I have an exercise given by the teacher and I'm pretty sure that this proof is not hard, but I don't have idea how to approach it.
I have to prove the 'uniform summability' (this name was used by professor) of Cauchy sequence in $l^2$:
for a Cauchy sequence $(x^{(n)})$ in $l^2$ and $\epsilon >0$, prove there exists $K >0$ such that for all $n$ $ \sum_{j=K}^{\infty} |x_{j}^{(n)}|^2 < \epsilon$
Do you have some hints or ideas, how to start this proof?
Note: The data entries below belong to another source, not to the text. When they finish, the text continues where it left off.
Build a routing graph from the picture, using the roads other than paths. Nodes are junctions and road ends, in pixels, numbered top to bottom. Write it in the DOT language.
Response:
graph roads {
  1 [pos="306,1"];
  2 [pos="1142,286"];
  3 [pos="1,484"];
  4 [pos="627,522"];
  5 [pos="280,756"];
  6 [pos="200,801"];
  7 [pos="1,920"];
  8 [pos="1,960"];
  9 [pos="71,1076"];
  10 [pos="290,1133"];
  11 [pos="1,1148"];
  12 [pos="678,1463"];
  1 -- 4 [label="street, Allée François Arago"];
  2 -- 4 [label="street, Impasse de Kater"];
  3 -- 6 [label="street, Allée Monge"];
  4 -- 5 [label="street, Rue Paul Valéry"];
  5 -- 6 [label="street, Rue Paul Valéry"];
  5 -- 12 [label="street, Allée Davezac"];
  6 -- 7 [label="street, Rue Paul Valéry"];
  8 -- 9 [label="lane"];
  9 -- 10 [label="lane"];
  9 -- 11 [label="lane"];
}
Thanks in advance for any help!
The best place to start is always by writing down what we know.
First:
$(x^{(n)})$ is Cauchy, so given $\epsilon > 0$, $\exists N > 0$ such that $\forall m,n\ge N$, $$||x^{(m)} - x^{(n)}||<\epsilon$$
Second:
$(x_n)$ is in $\ell_2$ - so $$||x^{(n)}||= \left(\sum_{j=1}^\infty|x^{(n)}_j|^2\right)^\frac12$$converges and hence, for each $n$, $\exists K_2(n)$ such that $$\sum_{j=K_2(n)}^\infty|x^{(n)}_j|^2<\epsilon$$
Let $K = \max\{N, K_2(1), K_2(2), \ldots, K_2(N)\}$
Hint: Use the above and the fact that given $n > N$, $$||x^{(n)}||\le||x^{(N)}||+||x^{(n)}-x^{(N)}||$$to prove the result.